Elisabeth’s residence at the Beau-Rivage appeared in the Genevan newspapers on the morning of her departure. Among those who read the news was Luigi Lucheni, a member of the anarchist “Regicide Squad” who had arrived in Geneva planning to assassinate the visiting Prince Philippe, Duke of Orléans. When the prince changed his plans and went elsewhere, the Empress of Austria’s presence in the city presented a much better, higher-profile target.
The one consolation of Elisabeth’s role as empress was the opportunity to indulge her love of Hungary, occupied by Austria since the 1848 revolutions. She learned the language, filled her staff with Hungarians, visited as often as she could and became the crucial influence on the Austro-Hungarian Compromise of 1867 that turned Hungary from occupied nation to equal partner in an empire.
By then she had commenced her peripatetic ways after a severe mental health episode in 1862, confiding in her journal her wish to “travel the world over until I drown and am forgotten”.
Her itinerary became more frenetic after the 1889 murder-suicide of her only son Prince Rudolf and his lover Mary Vetsera at a hunting lodge at Mayerling, commencing a tragic decade in which she lost a string of close friends and family members. After Mayerling she was rarely seen wearing anything but mourning clothes.
Leaving the Beau-Rivage, her pace quickened as she saw the lake ahead of her and the steamer taking on coal. Accompanied by the Hungarian Countess Sztáray, when she hurried towards the landing stage a man bumped into her in the street, knocking her to the ground.
“What did that man want?” she asked after being helped to her feet. “Perhaps he wanted to take my watch?”
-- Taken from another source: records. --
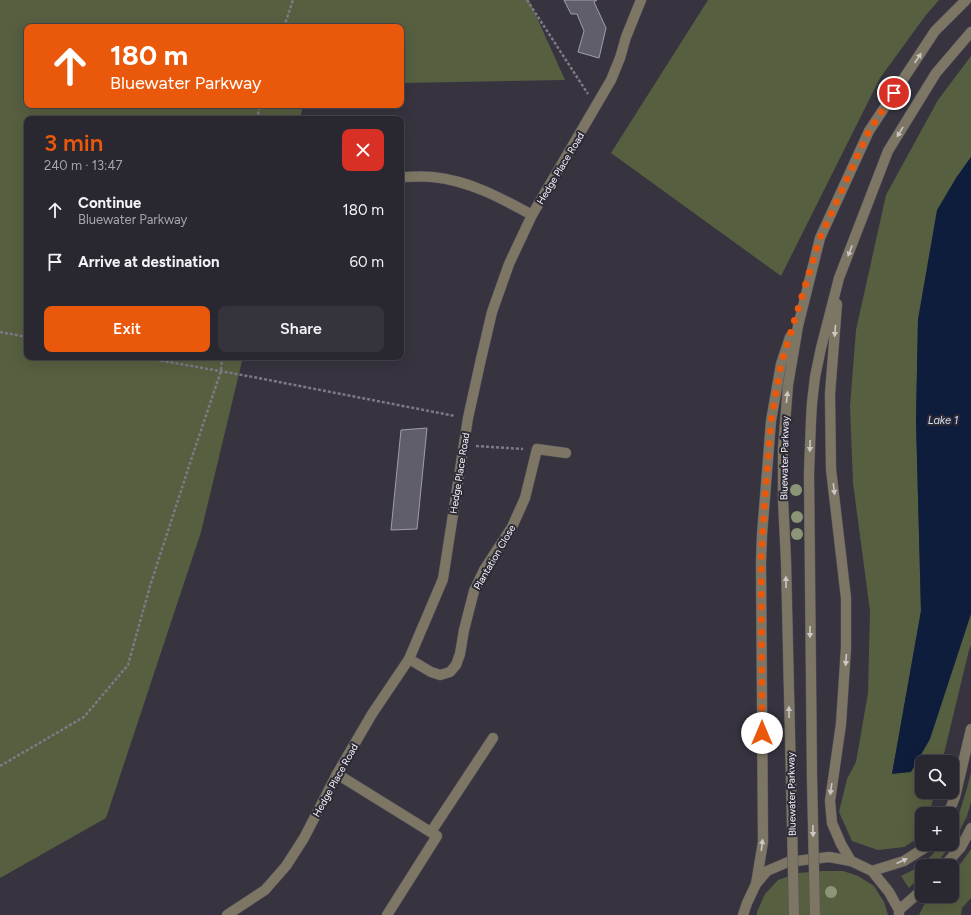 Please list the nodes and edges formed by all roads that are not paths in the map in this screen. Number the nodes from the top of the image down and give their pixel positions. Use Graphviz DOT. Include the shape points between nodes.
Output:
graph roads {
  1 [pos="641,0"];
  2 [pos="966,0"];
  3 [pos="971,32"];
  4 [pos="404,177"];
  5 [pos="532,215"];
  6 [pos="820,238"];
  7 [pos="839,278"];
  8 [pos="566,453"];
  9 [pos="409,659"];
  10 [pos="971,729"];
  11 [pos="493,738"];
  12 [pos="338,774"];
  13 [pos="951,807"];
  14 [pos="971,828"];
  15 [pos="431,832"];
  16 [pos="920,851"];
  17 [pos="950,859"];
  18 [pos="851,861"];
  19 [pos="872,871"];
  20 [pos="756,884"];
  21 [pos="915,897"];
  22 [pos="899,912"];
  23 [pos="228,915"];
  24 [pos="387,915"];
  25 [pos="743,915"];
  26 [pos="794,915"];
  27 [pos="815,915"];
  1 -- 5 [label="street, Hedge Place Road" via="612,80"];
  6 -- 2 [label="street, Bluewater Parkway, one-way" via="869,131 935,31"];
  3 -- 7 [label="street, one-way" via="936,73 888,151"];
  4 -- 5 [label="street" via="432,176 464,183 497,196"];
  5 -- 9 [label="street, Hedge Place Road" via="492,312 468,418 443,579"];
  20 -- 6 [label="street, one-way" via="763,842 761,561 771,421 781,364"];
  26 -- 6 [label="street, Bluewater Parkway, one-way, bridge" via="782,483 783,438 795,336"];
  7 -- 18 [label="street, one-way" via="830,401 831,469 846,598 846,648 841,724 830,801 832,823"];
  7 -- 27 [label="street, one-way, bridge" via="815,377 809,473"];
  8 -- 9 [label="street, Plantation Close" via="536,449 525,498 512,528 484,570 474,591 456,665 450,672 440,675"];
  9 -- 12 [label="street, Hedge Place Road" via="372,714"];
  10 -- 13 [label="street"];
  11 -- 15 [label="street"];
  12 -- 15 [label="street"];
  12 -- 23 [label="street, Hedge Place Road" via="286,866 265,890"];
  14 -- 17 [label="street" via="961,847"];
  15 -- 24 [label="street" via="437,836"];
  19 -- 16 [label="street, one-way" via="904,861"];
  18 -- 19 [label="street"];
  18 -- 20 [label="street" via="830,857 788,862 767,871"];
  19 -- 22 [label="street" via="889,892"];
  20 -- 25 [label="street"];
  21 -- 22 [label="street"];
}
Unaware that the man, Luigi Lucheni, had stabbed her fatally in the heart with a file sharpened to a needle point, Elisabeth walked 100 metres to the landing stage and boarded the ship before collapsing. She died within minutes from a wound so small it was mistaken at first for an insect bite.
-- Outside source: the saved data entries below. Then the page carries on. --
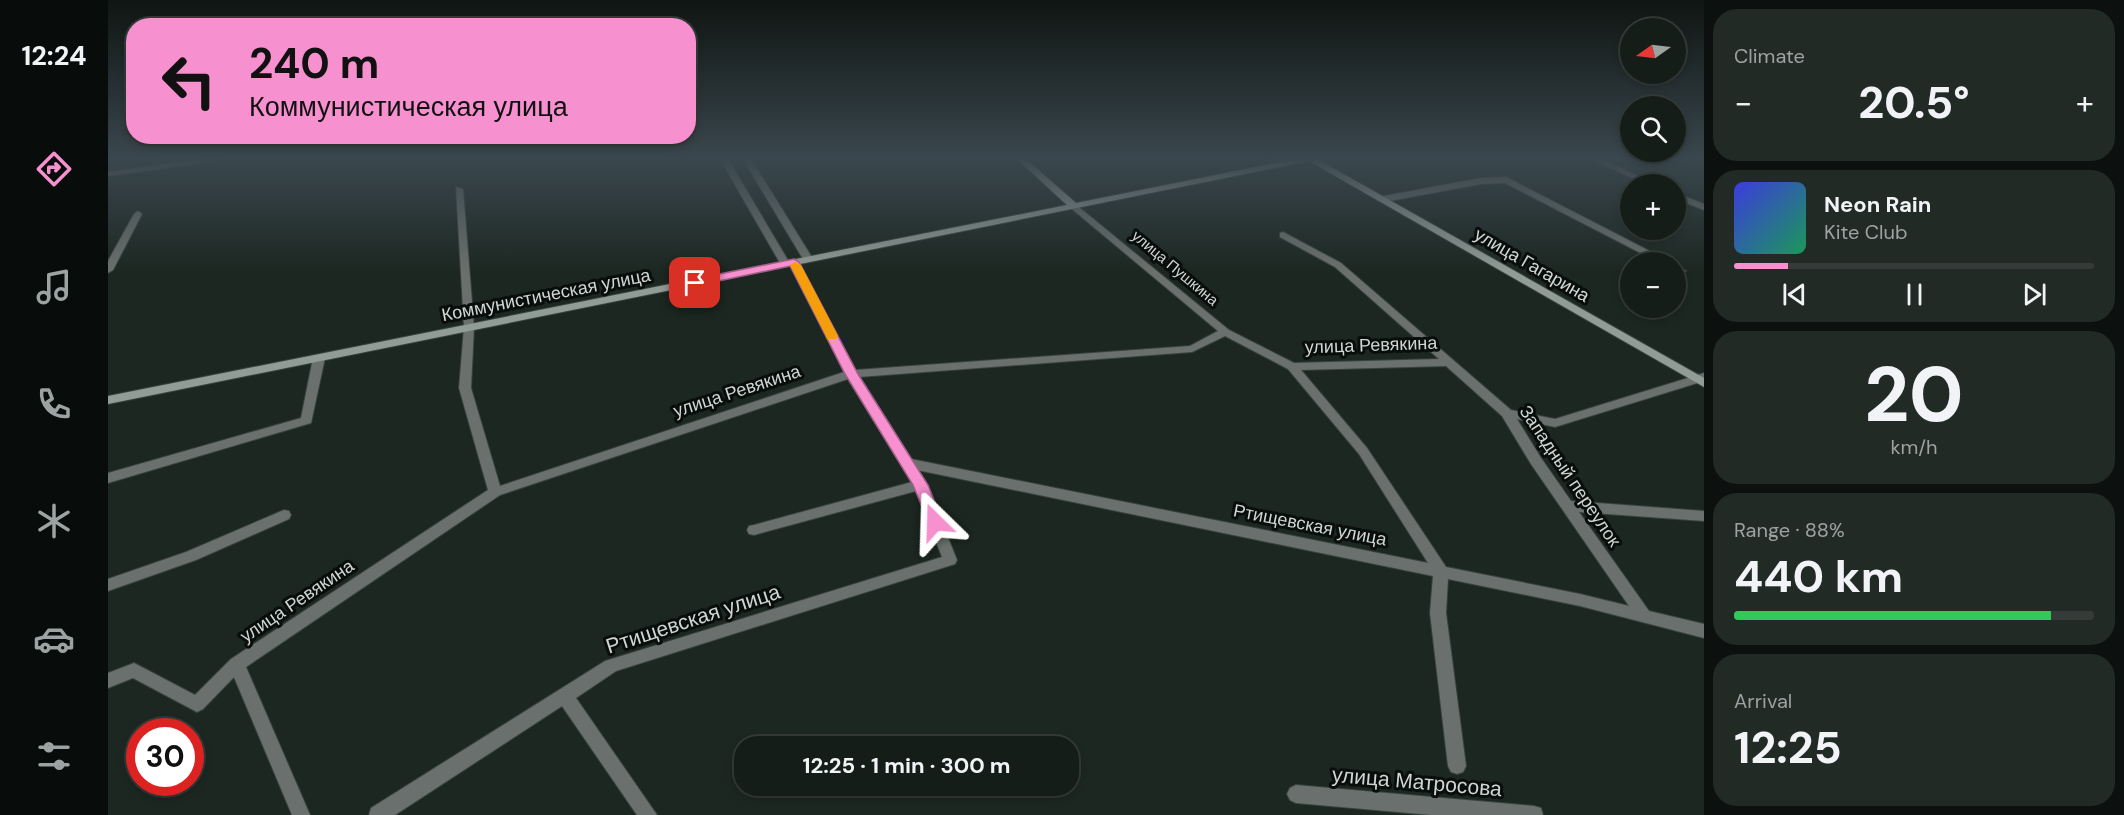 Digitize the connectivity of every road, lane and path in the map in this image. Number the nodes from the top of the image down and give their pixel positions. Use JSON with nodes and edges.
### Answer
{"nodes":[{"id":1,"x":460,"y":197,"type":"edge"},
{"id":2,"x":748,"y":197,"type":"edge"},
{"id":3,"x":770,"y":197,"type":"edge"},
{"id":4,"x":1065,"y":197,"type":"edge"},
{"id":5,"x":1124,"y":197,"type":"edge"},
{"id":6,"x":1380,"y":197,"type":"edge"},
{"id":7,"x":1395,"y":197,"type":"edge"},
{"id":8,"x":1539,"y":197,"type":"edge"},
{"id":9,"x":1384,"y":199,"type":"junction"},
{"id":10,"x":1686,"y":199,"type":"edge"},
{"id":11,"x":1076,"y":207,"type":"junction"},
{"id":12,"x":1704,"y":207,"type":"edge"},
{"id":13,"x":138,"y":214,"type":"dead end"},
{"id":14,"x":1283,"y":235,"type":"dead end"},
{"id":15,"x":1645,"y":252,"type":"edge"},
{"id":16,"x":808,"y":259,"type":"junction"},
{"id":17,"x":789,"y":263,"type":"junction"},
{"id":18,"x":108,"y":270,"type":"edge"},
{"id":19,"x":469,"y":327,"type":"junction"},
{"id":20,"x":1225,"y":332,"type":"junction"},
{"id":21,"x":319,"y":358,"type":"junction"},
{"id":22,"x":1451,"y":362,"type":"junction"},
{"id":23,"x":1292,"y":367,"type":"junction"},
{"id":24,"x":851,"y":374,"type":"junction"},
{"id":25,"x":1702,"y":380,"type":"edge"},
{"id":26,"x":108,"y":400,"type":"edge"},
{"id":27,"x":1507,"y":413,"type":"junction"},
{"id":28,"x":907,"y":463,"type":"junction"},
{"id":29,"x":108,"y":478,"type":"edge"},
{"id":30,"x":920,"y":485,"type":"junction"},
{"id":31,"x":495,"y":492,"type":"junction"},
{"id":32,"x":1567,"y":506,"type":"junction"},
{"id":33,"x":284,"y":515,"type":"dead end"},
{"id":34,"x":1704,"y":516,"type":"edge"},
{"id":35,"x":754,"y":530,"type":"dead end"},
{"id":36,"x":1441,"y":571,"type":"junction"},
{"id":37,"x":108,"y":585,"type":"edge"},
{"id":38,"x":1644,"y":616,"type":"junction"},
{"id":39,"x":1704,"y":631,"type":"edge"},
{"id":40,"x":237,"y":664,"type":"junction"},
{"id":41,"x":108,"y":681,"type":"edge"},
{"id":42,"x":565,"y":696,"type":"junction"},
{"id":43,"x":1457,"y":766,"type":"dead end"},
{"id":44,"x":1296,"y":794,"type":"dead end"},
{"id":45,"x":301,"y":815,"type":"edge"},
{"id":46,"x":378,"y":815,"type":"edge"},
{"id":47,"x":648,"y":815,"type":"edge"},
{"id":48,"x":1534,"y":815,"type":"edge"}],
"edges":[{"from":1,"to":19,"type":"street"},
{"from":2,"to":17,"type":"street","name":"Ртищевская улица"},
{"from":3,"to":16,"type":"street"},
{"from":4,"to":11,"type":"street","name":"улица Пушкина"},
{"from":5,"to":11,"type":"street","name":"Коммунистическая улица"},
{"from":6,"to":9,"type":"street","name":"улица Гагарина"},
{"from":7,"to":9,"type":"street"},
{"from":8,"to":15,"type":"street"},
{"from":9,"to":25,"type":"street","name":"улица Гагарина"},
{"from":10,"to":12,"type":"street"},
{"from":11,"to":16,"type":"street","name":"Коммунистическая улица"},
{"from":11,"to":20,"type":"street","name":"улица Пушкина"},
{"from":13,"to":18,"type":"street"},
{"from":14,"to":22,"type":"street","name":"Западный переулок"},
{"from":16,"to":17,"type":"street","name":"Коммунистическая улица"},
{"from":17,"to":19,"type":"street","name":"Коммунистическая улица"},
{"from":17,"to":24,"type":"street","name":"Ртищевская улица"},
{"from":19,"to":21,"type":"street","name":"Коммунистическая улица"},
{"from":19,"to":31,"type":"street"},
{"from":20,"to":23,"type":"street","name":"улица Ревякина"},
{"from":20,"to":24,"type":"street","name":"улица Ревякина"},
{"from":21,"to":26,"type":"street","name":"Коммунистическая улица"},
{"from":21,"to":29,"type":"street"},
{"from":22,"to":23,"type":"street","name":"улица Ревякина"},
{"from":22,"to":27,"type":"street","name":"Западный переулок"},
{"from":23,"to":36,"type":"street"},
{"from":24,"to":28,"type":"street","name":"Ртищевская улица"},
{"from":24,"to":31,"type":"street","name":"улица Ревякина"},
{"from":25,"to":27,"type":"street"},
{"from":27,"to":32,"type":"street","name":"Западный переулок"},
{"from":28,"to":30,"type":"street","name":"Ртищевская улица"},
{"from":28,"to":36,"type":"street","name":"Ртищевская улица"},
{"from":30,"to":35,"type":"street"},
{"from":30,"to":42,"type":"street","name":"Ртищевская улица"},
{"from":31,"to":40,"type":"street","name":"улица Ревякина"},
{"from":32,"to":34,"type":"street"},
{"from":32,"to":38,"type":"street","name":"Западный переулок"},
{"from":33,"to":37,"type":"street"},
{"from":36,"to":38,"type":"street","name":"Ртищевская улица"},
{"from":36,"to":43,"type":"street"},
{"from":38,"to":39,"type":"street","name":"Ртищевская улица"},
{"from":40,"to":41,"type":"street","name":"улица Ревякина"},
{"from":40,"to":45,"type":"street"},
{"from":42,"to":46,"type":"street","name":"Ртищевская улица"},
{"from":42,"to":47,"type":"street"},
{"from":44,"to":48,"type":"street","name":"улица Матросова"}]}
One of the first women of celebrity in the modern sense of the word, Elisabeth of Austria was a gifted, vibrant woman imprisoned by contemporary etiquette who spent her last years travelling the continent escaping her grief and searching for herself.
“Oh, had I but never left the path that would have led me to freedom,” she wrote in one of her many poems. “Oh, that on the broad avenues of vanity I had never wandered. I have awakened in a dungeon with chains on my hands.”